Here are the records. Write out exactly the lines between the one holding "pinky pip: (50, 321)" and the one holding "pinky pip: (390, 338)", inclusive.

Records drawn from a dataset
↓

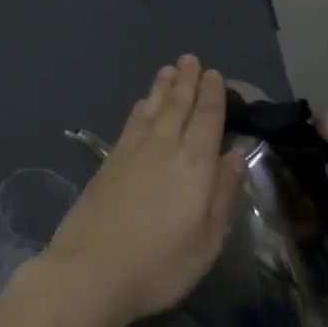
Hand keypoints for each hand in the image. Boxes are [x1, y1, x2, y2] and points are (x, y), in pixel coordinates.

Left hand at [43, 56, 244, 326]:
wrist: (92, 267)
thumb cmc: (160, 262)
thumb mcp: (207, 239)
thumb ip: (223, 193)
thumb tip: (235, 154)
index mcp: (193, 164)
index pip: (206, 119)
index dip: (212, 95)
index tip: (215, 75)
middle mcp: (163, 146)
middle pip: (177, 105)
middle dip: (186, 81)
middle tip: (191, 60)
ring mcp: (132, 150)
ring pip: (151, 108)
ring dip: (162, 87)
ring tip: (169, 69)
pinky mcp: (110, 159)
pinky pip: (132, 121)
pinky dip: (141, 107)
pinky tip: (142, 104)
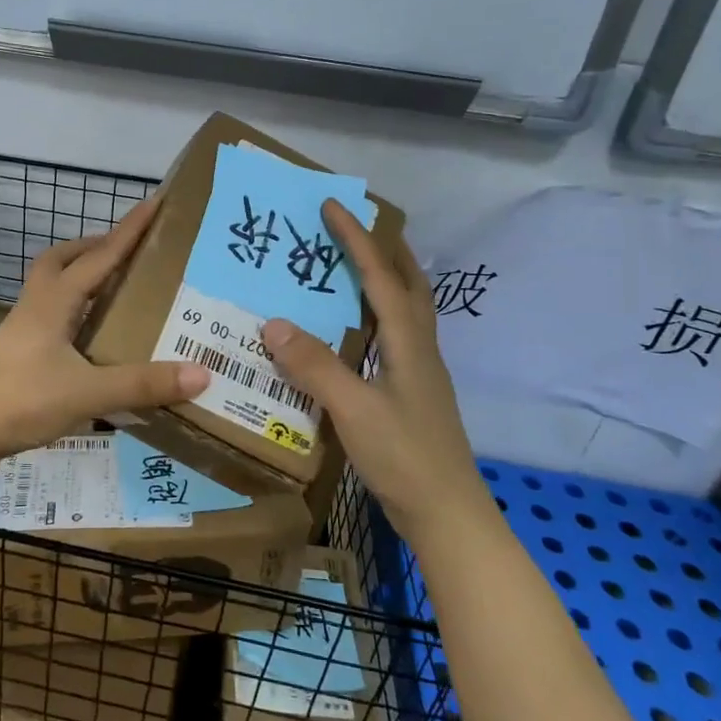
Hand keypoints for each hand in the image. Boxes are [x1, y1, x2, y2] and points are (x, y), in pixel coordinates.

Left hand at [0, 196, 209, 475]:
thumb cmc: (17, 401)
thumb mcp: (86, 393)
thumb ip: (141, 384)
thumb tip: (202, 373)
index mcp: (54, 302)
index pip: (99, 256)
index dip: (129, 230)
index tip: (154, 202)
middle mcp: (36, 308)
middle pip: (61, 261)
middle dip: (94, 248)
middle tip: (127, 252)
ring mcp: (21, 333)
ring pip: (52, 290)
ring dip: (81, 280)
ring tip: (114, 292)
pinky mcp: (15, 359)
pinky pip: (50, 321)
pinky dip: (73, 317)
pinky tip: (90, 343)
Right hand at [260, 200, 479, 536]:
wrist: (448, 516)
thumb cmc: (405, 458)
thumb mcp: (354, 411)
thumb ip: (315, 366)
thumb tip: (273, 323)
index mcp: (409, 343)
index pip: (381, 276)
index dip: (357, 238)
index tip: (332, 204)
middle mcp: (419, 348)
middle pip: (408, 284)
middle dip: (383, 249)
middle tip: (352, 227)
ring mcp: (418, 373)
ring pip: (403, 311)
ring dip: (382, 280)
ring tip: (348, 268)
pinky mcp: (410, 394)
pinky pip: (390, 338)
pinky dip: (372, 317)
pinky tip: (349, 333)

↑
↓

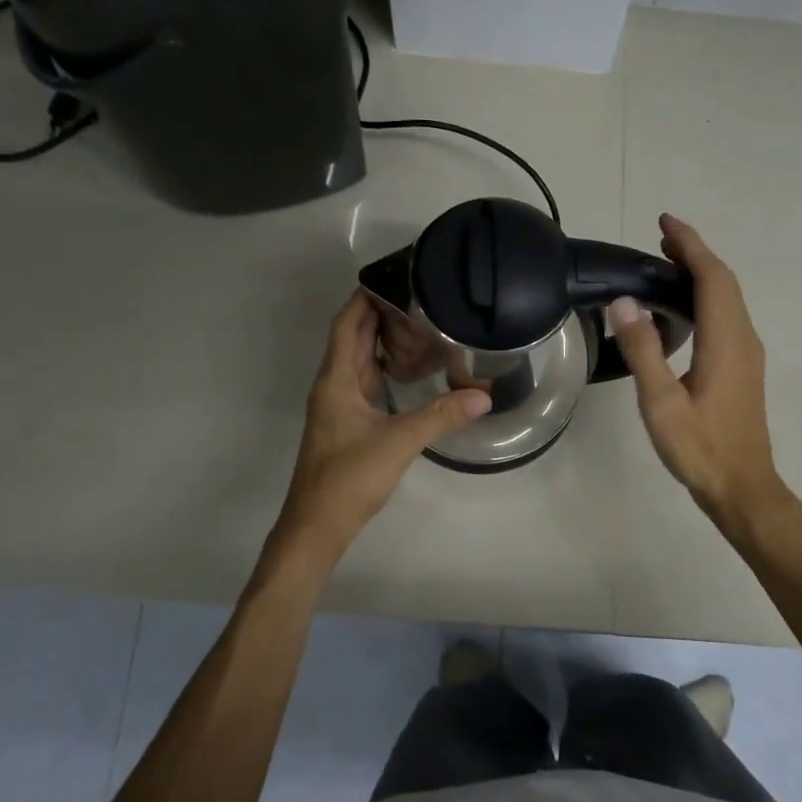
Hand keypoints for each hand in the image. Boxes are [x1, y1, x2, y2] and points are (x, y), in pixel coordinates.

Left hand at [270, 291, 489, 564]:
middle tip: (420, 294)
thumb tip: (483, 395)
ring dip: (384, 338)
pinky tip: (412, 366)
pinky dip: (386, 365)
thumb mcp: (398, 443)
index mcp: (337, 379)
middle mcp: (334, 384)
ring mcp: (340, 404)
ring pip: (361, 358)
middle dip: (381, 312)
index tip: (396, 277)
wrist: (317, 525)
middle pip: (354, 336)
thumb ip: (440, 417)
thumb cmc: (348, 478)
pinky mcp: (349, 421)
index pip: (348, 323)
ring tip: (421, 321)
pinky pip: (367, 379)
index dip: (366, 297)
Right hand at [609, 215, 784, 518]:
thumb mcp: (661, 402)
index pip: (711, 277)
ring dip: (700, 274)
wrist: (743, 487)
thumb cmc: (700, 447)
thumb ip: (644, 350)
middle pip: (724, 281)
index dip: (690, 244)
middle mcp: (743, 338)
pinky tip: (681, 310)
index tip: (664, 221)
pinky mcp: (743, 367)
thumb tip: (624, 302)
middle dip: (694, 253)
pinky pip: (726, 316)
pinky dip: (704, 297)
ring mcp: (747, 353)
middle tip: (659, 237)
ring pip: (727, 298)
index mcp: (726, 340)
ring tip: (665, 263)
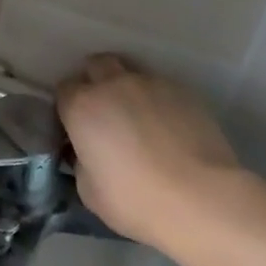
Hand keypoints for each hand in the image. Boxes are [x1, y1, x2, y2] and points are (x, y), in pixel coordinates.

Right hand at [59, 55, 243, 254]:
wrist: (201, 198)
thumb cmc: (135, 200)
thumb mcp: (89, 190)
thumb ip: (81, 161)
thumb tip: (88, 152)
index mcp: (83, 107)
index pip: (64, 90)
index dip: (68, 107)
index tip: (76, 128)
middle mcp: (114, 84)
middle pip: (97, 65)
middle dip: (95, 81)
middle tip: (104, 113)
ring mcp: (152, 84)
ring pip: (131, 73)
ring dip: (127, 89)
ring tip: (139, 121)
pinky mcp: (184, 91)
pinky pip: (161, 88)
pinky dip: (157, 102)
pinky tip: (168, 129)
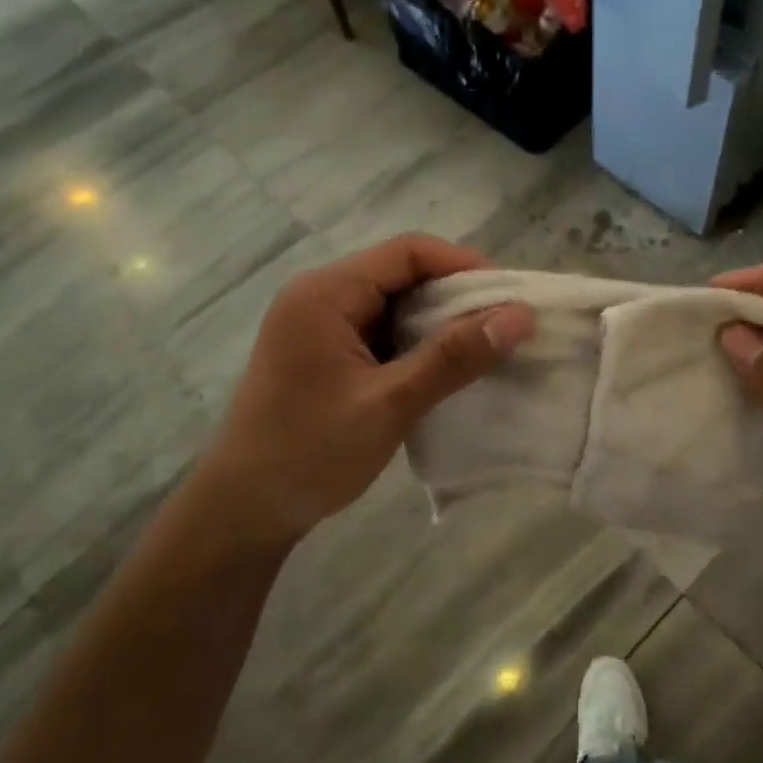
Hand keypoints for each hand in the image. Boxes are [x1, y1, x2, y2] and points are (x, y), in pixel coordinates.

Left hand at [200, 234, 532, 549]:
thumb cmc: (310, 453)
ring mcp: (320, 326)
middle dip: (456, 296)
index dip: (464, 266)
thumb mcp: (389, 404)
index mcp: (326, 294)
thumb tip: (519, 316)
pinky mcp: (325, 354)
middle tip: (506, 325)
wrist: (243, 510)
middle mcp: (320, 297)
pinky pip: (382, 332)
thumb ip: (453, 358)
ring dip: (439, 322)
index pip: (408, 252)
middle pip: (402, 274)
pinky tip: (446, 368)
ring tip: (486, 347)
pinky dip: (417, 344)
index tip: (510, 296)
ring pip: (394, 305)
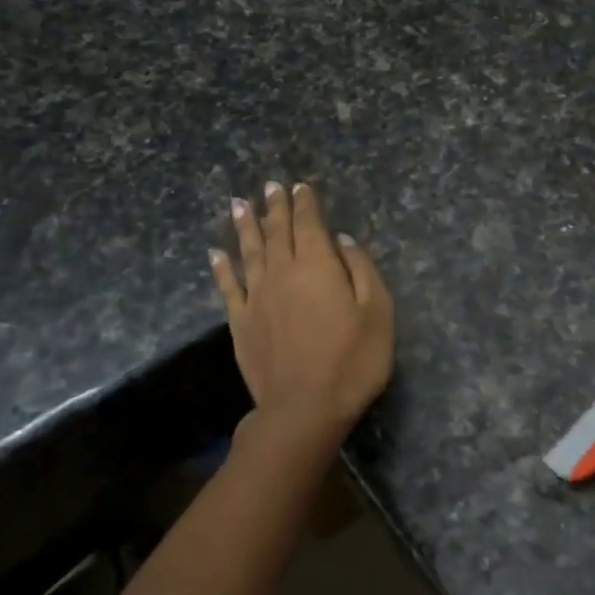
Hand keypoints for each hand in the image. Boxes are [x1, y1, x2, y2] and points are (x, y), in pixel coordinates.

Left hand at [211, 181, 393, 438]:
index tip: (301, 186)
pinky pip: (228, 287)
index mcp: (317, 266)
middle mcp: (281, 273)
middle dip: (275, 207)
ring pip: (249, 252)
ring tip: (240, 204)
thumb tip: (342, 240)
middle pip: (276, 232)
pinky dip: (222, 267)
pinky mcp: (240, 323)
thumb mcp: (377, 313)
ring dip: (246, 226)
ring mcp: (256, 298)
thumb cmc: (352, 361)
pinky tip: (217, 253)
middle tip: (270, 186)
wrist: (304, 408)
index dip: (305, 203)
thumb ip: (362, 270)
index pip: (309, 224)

↑
↓

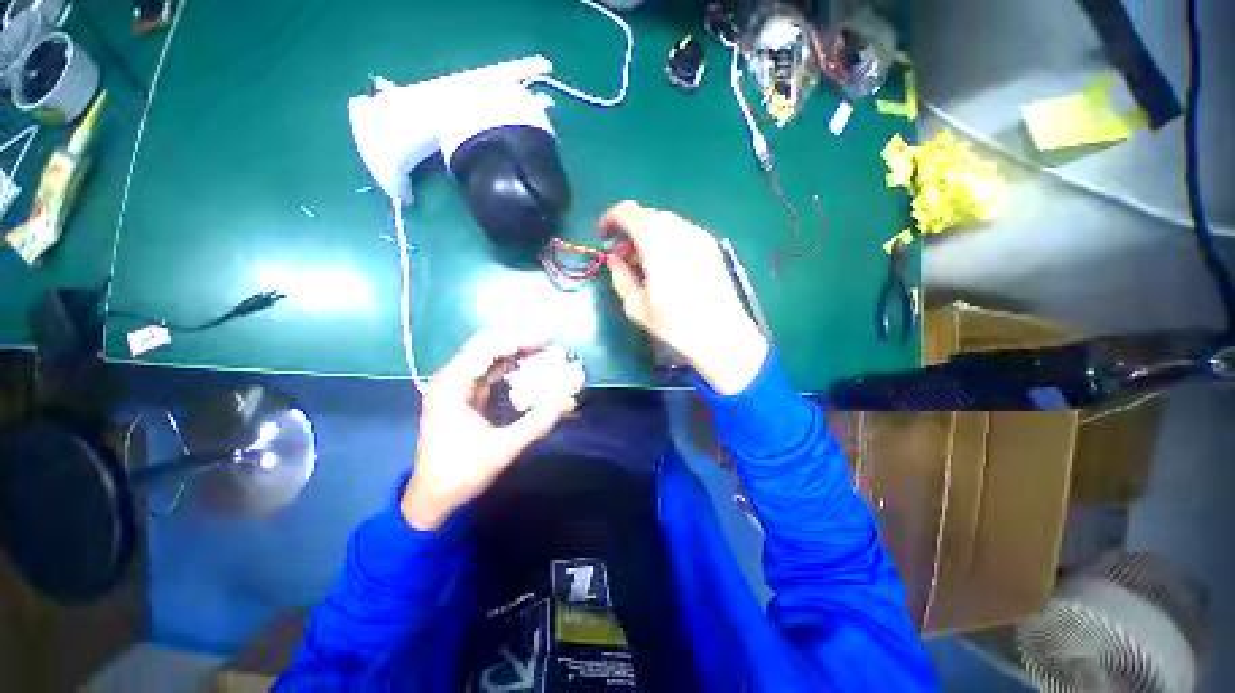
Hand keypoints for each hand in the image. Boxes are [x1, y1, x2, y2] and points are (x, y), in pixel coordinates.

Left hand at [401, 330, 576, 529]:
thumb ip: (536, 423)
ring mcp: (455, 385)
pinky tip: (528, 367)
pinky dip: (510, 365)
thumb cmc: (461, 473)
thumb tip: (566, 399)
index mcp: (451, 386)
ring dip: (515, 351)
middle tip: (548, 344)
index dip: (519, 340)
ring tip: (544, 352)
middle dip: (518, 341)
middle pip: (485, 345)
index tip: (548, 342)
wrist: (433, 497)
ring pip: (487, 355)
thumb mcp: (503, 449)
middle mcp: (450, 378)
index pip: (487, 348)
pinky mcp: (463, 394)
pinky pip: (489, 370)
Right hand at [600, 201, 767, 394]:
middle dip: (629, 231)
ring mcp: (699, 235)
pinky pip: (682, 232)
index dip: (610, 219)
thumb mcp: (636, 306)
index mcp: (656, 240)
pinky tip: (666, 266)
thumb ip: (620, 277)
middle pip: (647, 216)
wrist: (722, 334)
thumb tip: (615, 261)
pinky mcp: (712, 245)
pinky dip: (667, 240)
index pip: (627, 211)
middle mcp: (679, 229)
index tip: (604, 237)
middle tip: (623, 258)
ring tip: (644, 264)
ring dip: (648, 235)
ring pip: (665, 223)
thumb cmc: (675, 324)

↑

Answer to this problem
pinky pip: (50, 321)
pinky dip: (73, 317)
pinky tip: (90, 343)
Right hand at [260, 200, 479, 536]:
wrist: (448, 516)
thumb cmc: (405, 458)
thumb mcp: (354, 411)
thumb ip: (315, 366)
thumb tip: (273, 323)
index mcp: (409, 343)
index pip: (381, 276)
index dip: (357, 238)
index tip: (332, 204)
middle mcp: (419, 348)
middle pip: (408, 284)
middle dip: (383, 249)
middle tip: (352, 227)
ring mcp: (418, 373)
ring pip: (403, 311)
ring dip: (382, 280)
ring tip: (348, 268)
pinky mcp: (410, 394)
pinky pip: (390, 338)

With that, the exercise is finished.